Access to MagAO-X data will be provided using UA’s CyVerse infrastructure. CyVerse provides several resources for scalable data management with connections to large-scale and distributed computing resources.
Laboratory and Engineering Data¶
Laboratory and on-telescope-engineering data (whether daytime testing or night-time observations) generated for this project and used in a publcation will be made publicly available after a three-month period. This is primarily to give the team time to analyze the data and perform quality control.
Prior to publication, by default the raw data from science observations enabled by this project will be subject to a 24-month proprietary period during which the responsible astronomer will have exclusive access. The CyVerse system will automatically enforce this proprietary period by leveraging “rules” used by the Data Store (part of the iRODS architecture). Exceptions to this policy will be made based on astronomer requests and the policies of the Magellan partner institutions. Published data will be made available upon request, with approval by the responsible astronomer, using the CyVerse infrastructure.
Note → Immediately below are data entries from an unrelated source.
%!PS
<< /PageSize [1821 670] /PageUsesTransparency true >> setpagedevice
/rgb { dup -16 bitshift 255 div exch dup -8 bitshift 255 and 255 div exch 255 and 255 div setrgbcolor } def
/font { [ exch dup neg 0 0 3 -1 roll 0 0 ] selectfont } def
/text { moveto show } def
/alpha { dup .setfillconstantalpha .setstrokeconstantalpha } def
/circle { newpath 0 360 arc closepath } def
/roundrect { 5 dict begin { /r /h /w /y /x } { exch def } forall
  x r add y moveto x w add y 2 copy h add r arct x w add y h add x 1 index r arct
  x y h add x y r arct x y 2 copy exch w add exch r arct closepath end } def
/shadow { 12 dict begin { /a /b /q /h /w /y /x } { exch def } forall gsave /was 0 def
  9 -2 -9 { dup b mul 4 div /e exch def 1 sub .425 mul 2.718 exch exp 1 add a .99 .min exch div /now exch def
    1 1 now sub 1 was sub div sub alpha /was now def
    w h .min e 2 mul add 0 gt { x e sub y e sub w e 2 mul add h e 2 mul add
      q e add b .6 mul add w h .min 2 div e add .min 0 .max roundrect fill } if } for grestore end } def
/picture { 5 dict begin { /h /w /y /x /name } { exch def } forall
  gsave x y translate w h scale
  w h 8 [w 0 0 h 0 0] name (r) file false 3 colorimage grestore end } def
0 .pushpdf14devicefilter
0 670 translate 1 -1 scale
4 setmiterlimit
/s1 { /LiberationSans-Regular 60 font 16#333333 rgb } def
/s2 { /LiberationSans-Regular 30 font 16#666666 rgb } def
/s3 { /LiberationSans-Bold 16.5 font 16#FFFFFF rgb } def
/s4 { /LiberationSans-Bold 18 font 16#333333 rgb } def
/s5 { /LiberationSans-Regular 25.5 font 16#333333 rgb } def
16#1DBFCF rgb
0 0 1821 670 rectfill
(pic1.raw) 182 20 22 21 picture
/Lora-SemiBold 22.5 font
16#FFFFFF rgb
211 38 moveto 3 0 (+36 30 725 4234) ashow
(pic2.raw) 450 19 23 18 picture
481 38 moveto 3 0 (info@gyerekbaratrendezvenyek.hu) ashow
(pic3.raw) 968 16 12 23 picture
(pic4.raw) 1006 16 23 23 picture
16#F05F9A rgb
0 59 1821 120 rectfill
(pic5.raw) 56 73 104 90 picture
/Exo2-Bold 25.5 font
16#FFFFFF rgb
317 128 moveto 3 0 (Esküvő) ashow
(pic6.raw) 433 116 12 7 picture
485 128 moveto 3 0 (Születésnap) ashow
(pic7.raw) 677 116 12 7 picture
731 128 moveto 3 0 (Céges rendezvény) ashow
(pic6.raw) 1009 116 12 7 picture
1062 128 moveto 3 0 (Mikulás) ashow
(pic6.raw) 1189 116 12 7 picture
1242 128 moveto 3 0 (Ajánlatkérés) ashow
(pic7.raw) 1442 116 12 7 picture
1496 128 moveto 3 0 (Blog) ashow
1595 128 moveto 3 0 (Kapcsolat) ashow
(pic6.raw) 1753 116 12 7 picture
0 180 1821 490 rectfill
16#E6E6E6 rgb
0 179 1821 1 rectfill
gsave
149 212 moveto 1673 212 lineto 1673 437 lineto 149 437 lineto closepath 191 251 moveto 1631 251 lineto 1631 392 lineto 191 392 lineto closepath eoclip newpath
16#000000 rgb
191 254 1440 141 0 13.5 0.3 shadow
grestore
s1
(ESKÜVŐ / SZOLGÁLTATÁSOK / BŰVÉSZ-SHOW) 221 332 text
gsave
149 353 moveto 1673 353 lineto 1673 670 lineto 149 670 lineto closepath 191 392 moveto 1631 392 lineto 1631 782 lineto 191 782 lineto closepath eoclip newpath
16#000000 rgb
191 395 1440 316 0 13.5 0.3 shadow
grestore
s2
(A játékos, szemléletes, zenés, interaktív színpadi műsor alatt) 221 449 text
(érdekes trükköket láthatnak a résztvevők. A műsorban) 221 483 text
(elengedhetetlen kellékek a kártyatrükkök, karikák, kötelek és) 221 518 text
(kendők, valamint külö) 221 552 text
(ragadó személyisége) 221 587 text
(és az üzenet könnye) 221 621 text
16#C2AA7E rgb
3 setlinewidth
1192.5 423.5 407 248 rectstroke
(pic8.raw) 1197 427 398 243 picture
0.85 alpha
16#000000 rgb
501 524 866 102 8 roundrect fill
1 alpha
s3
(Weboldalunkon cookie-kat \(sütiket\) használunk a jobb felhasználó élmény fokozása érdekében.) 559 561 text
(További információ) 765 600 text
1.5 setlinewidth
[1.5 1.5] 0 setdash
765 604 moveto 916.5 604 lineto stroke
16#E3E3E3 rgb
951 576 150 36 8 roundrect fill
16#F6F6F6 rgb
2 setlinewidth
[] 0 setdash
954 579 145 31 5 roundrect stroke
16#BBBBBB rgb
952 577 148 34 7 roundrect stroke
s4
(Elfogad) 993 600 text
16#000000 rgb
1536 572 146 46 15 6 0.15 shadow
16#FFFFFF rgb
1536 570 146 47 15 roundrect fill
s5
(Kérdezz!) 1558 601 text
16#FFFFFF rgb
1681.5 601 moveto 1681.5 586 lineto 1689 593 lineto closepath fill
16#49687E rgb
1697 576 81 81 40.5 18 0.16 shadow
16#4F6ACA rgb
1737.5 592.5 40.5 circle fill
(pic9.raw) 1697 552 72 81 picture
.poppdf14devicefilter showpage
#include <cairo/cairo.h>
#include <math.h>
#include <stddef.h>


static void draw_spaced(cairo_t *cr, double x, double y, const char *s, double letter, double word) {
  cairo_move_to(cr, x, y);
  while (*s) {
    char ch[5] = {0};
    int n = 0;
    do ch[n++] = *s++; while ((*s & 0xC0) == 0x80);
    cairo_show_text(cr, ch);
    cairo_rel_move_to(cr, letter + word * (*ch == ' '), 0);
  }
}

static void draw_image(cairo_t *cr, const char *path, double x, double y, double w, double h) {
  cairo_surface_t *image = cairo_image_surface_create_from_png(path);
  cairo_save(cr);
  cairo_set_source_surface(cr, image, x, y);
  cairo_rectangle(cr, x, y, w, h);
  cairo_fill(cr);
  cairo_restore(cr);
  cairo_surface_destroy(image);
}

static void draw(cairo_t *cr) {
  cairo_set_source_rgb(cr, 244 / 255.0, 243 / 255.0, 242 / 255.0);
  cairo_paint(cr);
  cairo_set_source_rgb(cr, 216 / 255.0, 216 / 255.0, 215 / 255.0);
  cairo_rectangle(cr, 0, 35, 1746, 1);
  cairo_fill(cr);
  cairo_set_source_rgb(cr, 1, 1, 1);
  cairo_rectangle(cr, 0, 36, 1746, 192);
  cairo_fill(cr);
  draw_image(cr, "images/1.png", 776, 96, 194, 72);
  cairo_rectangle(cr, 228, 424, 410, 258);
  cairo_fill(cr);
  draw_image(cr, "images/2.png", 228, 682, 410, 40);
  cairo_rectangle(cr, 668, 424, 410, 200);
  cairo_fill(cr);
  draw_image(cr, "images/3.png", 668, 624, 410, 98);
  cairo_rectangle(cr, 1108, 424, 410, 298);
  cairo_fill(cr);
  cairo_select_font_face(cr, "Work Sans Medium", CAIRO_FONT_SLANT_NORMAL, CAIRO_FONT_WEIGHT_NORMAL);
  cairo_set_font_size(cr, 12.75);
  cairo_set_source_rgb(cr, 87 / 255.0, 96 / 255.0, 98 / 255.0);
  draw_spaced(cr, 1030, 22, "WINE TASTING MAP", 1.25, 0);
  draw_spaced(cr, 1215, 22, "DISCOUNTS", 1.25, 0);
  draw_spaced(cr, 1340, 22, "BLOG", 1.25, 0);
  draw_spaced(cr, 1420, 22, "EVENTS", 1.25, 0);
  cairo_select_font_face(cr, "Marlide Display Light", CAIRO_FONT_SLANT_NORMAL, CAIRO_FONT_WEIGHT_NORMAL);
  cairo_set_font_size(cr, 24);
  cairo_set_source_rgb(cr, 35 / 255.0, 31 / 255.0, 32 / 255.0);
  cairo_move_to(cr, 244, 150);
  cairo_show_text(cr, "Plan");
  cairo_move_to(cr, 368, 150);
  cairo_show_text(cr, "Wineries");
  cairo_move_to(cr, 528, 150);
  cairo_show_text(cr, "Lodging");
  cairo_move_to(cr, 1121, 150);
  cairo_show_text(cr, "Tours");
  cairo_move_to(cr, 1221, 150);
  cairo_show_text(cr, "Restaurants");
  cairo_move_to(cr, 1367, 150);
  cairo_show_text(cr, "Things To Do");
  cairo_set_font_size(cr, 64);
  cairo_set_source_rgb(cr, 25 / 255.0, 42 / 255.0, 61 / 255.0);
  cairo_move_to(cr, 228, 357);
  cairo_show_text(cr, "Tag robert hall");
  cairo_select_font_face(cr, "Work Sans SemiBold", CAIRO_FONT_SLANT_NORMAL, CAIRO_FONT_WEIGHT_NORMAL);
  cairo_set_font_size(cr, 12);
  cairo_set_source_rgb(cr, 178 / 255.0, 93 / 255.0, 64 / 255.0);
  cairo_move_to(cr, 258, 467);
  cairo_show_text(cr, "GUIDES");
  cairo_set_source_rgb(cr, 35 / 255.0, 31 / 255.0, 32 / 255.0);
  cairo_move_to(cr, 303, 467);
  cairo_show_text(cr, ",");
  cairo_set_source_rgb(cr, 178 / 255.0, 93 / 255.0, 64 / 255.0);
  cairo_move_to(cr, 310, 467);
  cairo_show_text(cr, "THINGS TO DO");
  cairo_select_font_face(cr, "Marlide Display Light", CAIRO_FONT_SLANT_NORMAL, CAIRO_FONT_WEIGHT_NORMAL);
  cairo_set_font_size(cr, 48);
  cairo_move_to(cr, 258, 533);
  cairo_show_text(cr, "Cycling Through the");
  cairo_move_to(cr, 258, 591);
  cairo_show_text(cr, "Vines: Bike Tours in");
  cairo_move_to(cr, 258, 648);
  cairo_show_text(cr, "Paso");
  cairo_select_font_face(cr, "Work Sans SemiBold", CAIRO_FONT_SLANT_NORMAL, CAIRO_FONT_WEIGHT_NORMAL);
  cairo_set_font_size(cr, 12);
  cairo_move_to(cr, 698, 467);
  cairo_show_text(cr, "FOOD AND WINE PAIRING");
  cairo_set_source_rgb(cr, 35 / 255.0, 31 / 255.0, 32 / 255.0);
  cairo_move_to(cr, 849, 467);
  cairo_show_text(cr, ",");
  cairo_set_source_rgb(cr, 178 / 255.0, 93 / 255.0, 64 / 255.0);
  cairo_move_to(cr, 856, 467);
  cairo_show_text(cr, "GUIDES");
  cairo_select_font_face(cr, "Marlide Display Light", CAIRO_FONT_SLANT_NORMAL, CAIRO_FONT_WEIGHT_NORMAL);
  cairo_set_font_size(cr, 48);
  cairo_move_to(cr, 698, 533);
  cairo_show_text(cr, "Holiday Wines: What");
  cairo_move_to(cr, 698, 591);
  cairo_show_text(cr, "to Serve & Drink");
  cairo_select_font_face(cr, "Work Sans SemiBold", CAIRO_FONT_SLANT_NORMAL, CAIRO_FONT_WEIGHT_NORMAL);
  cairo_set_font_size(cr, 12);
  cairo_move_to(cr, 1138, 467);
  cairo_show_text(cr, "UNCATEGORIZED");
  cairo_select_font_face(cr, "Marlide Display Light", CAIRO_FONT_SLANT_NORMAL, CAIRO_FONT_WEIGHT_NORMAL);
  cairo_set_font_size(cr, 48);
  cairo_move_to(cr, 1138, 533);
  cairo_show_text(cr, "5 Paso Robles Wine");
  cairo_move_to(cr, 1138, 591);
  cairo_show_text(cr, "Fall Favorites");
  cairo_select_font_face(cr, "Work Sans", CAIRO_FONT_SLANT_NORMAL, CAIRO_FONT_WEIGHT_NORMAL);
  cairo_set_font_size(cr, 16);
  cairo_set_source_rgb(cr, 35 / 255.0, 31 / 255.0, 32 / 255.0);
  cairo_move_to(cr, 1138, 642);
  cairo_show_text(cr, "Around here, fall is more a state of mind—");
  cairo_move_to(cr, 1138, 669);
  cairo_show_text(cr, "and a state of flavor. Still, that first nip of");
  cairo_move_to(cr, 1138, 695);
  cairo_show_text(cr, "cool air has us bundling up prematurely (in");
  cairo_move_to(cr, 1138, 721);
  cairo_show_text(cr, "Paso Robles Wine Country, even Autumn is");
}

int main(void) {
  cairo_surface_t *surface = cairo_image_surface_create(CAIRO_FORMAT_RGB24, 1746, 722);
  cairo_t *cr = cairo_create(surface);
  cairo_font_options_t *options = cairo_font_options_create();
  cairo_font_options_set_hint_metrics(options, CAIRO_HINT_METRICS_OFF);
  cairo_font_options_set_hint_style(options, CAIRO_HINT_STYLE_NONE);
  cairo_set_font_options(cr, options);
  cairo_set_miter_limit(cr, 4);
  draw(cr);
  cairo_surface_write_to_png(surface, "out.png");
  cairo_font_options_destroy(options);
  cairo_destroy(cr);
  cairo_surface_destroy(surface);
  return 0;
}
Policies and provision for re-use, re-distribution and products of derivatives¶
Raw data access will come with a simple request to cite the relevant MagAO-X-based publication if used in a public product. Reproductions of published images made available on the MagAO-X project website will always include citations to the primary source, with standard academic citation practices applied. All software generated by this project will be released under the GPL or the MIT license, and integrated in the appropriate CyVerse resource for ease of reuse by the scientific community. No reach-through rights or intellectual property rights will be claimed on the outcomes of this research, including associated data, software, and hardware designs.
Archiving of Data¶
We will utilize the CyVerse infrastructure at the University of Arizona (UA) to store data for the life of the MagAO-X system and beyond. All data will be saved in FITS format, preserving all relevant metadata in the headers. Management of data at UA will be coordinated through three phases; initial, near term, and long term. The specific practices will depend on several factors, especially the available technology and associated costs, data quantity, and long-term public access. Initial data management will facilitate robust storage and later analysis phases. At least two copies of all data files will reside on redundant disk systems; a working copy will be backed up by at least one archive copy. All analyses will occur using the working copy. The primary goal of these considerations is to preserve raw data in case of catastrophic hardware failure. Near-term data management will support the project’s computational analyses and facilitate public access. Once data are made public, they will be made available for public anonymous access through a specific area of the CyVerse Data Store. Long-term the data will be safely stored for later use. The Data Store replicates data between computers at UA and the Texas Advanced Computing Center (TACC). Currently, each site has at least 2 petabytes storage.
Access permissions will be managed automatically. FITS headers will be used to assign user permissions and provide a searchable database. Data will automatically become public at the end of the proprietary period.
All data sets and software generated by this project will be documented and linked to using a wiki provided by UA, CyVerse, or another publicly available online documentation site. This site will also serve as a coordination hub between groups for documenting how data were handled, pre-processed, post-processed, published, and made publicly available.